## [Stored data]
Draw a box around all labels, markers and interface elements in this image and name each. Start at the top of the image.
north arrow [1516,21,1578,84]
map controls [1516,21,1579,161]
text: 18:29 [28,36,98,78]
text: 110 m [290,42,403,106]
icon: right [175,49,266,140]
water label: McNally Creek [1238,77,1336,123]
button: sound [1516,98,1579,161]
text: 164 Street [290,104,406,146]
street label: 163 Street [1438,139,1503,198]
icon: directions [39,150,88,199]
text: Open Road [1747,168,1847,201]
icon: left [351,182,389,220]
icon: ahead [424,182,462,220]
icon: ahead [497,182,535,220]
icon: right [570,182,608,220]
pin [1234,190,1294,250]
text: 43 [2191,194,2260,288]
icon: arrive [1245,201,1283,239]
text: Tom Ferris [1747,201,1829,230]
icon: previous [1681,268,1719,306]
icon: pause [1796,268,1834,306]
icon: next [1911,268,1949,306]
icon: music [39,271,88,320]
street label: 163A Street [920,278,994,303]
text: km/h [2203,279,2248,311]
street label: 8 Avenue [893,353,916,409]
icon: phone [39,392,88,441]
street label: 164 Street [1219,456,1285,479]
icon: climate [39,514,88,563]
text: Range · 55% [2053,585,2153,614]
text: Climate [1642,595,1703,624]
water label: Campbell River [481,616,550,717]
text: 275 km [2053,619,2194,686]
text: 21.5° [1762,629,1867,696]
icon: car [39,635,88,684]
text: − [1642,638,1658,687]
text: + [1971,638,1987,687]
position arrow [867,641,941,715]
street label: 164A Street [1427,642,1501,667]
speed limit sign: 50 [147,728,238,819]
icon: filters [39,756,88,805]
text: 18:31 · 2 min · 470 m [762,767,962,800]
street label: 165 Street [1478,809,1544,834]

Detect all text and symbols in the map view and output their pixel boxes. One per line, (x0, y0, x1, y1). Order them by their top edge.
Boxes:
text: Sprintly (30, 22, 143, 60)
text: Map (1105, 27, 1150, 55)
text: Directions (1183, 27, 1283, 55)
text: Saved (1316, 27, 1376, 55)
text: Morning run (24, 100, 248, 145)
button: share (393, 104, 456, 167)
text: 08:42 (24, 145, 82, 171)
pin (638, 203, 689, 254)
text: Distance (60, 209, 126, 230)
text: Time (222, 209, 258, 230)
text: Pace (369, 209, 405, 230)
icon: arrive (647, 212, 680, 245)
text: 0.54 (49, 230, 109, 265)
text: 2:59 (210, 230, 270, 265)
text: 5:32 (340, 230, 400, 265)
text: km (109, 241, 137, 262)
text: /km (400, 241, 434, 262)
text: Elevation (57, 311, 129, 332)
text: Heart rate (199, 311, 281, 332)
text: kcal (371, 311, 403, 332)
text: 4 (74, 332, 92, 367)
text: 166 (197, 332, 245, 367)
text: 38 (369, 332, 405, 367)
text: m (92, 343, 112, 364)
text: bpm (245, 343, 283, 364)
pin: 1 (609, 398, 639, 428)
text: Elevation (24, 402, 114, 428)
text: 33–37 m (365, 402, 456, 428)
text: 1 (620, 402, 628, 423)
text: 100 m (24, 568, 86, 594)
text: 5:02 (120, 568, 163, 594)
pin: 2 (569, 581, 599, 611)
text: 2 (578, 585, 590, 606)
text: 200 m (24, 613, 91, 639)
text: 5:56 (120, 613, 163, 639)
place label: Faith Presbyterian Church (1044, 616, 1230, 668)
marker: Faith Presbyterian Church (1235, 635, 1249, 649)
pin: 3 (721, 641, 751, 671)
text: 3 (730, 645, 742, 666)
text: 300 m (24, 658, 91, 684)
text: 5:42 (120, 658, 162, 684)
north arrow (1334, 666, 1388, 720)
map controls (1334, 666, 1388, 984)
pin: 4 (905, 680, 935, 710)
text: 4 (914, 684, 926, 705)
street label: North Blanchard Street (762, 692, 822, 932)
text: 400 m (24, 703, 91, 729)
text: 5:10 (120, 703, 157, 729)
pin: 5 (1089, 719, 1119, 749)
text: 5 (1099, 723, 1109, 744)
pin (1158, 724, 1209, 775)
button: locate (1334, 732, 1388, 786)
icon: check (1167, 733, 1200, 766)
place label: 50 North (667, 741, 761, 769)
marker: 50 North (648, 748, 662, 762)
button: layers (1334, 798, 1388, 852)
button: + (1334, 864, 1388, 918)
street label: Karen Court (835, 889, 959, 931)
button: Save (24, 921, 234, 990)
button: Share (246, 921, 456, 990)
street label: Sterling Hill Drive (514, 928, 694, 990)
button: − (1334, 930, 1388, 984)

## [Work request]
Set out every record in full, exactly as given.

## [Solution to this problem]
Draw a box around all labels, markers and interface elements in this image and name each. Start at the top of the image.
north arrow [1516,21,1578,84]
map controls [1516,21,1579,161]
text: 18:29 [28,36,98,78]
text: 110 m [290,42,403,106]
icon: right [175,49,266,140]
water label: McNally Creek [1238,77,1336,123]
button: sound [1516,98,1579,161]
text: 164 Street [290,104,406,146]
street label: 163 Street [1438,139,1503,198]
icon: directions [39,150,88,199]
text: Open Road [1747,168,1847,201]
icon: left [351,182,389,220]
icon: ahead [424,182,462,220]
icon: ahead [497,182,535,220]
icon: right [570,182,608,220]
pin [1234,190,1294,250]
text: 43 [2191,194,2260,288]
icon: arrive [1245,201,1283,239]
text: Tom Ferris [1747,201,1829,230]
icon: previous [1681,268,1719,306]
icon: pause [1796,268,1834,306]
icon: next [1911,268,1949,306]
icon: music [39,271,88,320]
street label: 163A Street [920,278,994,303]
text: km/h [2203,279,2248,311]
street label: 8 Avenue [893,353,916,409]
icon: phone [39,392,88,441]
street label: 164 Street [1219,456,1285,479]
icon: climate [39,514,88,563]
text: Range · 55% [2053,585,2153,614]
text: Climate [1642,595,1703,624]
water label: Campbell River [481,616,550,717]
text: 275 km [2053,619,2194,686]
text: 21.5° [1762,629,1867,696]
icon: car [39,635,88,684]
text: − [1642,638,1658,687]
text: + [1971,638,1987,687]
position arrow [867,641,941,715]
street label: 164A Street [1427,642,1501,667]
speed limit sign: 50 [147,728,238,819]
icon: filters [39,756,88,805]
text: 18:31 · 2 min · 470 m [762,767,962,800]
street label: 165 Street [1478,809,1544,834]

Detect all text and symbols in the map view and output their pixel boxes. One per line, (x0, y0, x1, y1). Order them by their top edge.
Boxes:
text: Sprintly (30, 22, 143, 60)
text: Map (1105, 27, 1150, 55)
text: Directions (1183, 27, 1283, 55)
text: Saved (1316, 27, 1376, 55)
text: Morning run (24, 100, 248, 145)
button: share (393, 104, 456, 167)
text: 08:42 (24, 145, 82, 171)
pin (638, 203, 689, 254)
text: Distance (60, 209, 126, 230)
text: Time (222, 209, 258, 230)
text: Pace (369, 209, 405, 230)
icon: arrive (647, 212, 680, 245)
text: 0.54 (49, 230, 109, 265)
text: 2:59 (210, 230, 270, 265)
text: 5:32 (340, 230, 400, 265)
text: km (109, 241, 137, 262)
text: /km (400, 241, 434, 262)
text: Elevation (57, 311, 129, 332)
text: Heart rate (199, 311, 281, 332)
text: kcal (371, 311, 403, 332)
text: 4 (74, 332, 92, 367)
text: 166 (197, 332, 245, 367)
text: 38 (369, 332, 405, 367)
text: m (92, 343, 112, 364)
text: bpm (245, 343, 283, 364)
pin: 1 (609, 398, 639, 428)
text: Elevation (24, 402, 114, 428)
text: 33–37 m (365, 402, 456, 428)
text: 1 (620, 402, 628, 423)
text: 100 m (24, 568, 86, 594)
text: 5:02 (120, 568, 163, 594)
pin: 2 (569, 581, 599, 611)
text: 2 (578, 585, 590, 606)
text: 200 m (24, 613, 91, 639)
text: 5:56 (120, 613, 163, 639)
place label: Faith Presbyterian Church (1044, 616, 1230, 668)
marker: Faith Presbyterian Church (1235, 635, 1249, 649)
pin: 3 (721, 641, 751, 671)
text: 3 (730, 645, 742, 666)
text: 300 m (24, 658, 91, 684)
text: 5:42 (120, 658, 162, 684)
north arrow (1334, 666, 1388, 720)
map controls (1334, 666, 1388, 984)
pin: 4 (905, 680, 935, 710)
text: 4 (914, 684, 926, 705)
street label: North Blanchard Street (762, 692, 822, 932)
text: 400 m (24, 703, 91, 729)
text: 5:10 (120, 703, 157, 729)
pin: 5 (1089, 719, 1119, 749)
text: 5 (1099, 723, 1109, 744)
pin (1158, 724, 1209, 775)
button: locate (1334, 732, 1388, 786)
icon: check (1167, 733, 1200, 766)
place label: 50 North (667, 741, 761, 769)
marker: 50 North (648, 748, 662, 762)
button: layers (1334, 798, 1388, 852)
button: + (1334, 864, 1388, 918)
street label: Karen Court (835, 889, 959, 931)
button: Save (24, 921, 234, 990)
button: Share (246, 921, 456, 990)
street label: Sterling Hill Drive (514, 928, 694, 990)
button: − (1334, 930, 1388, 984)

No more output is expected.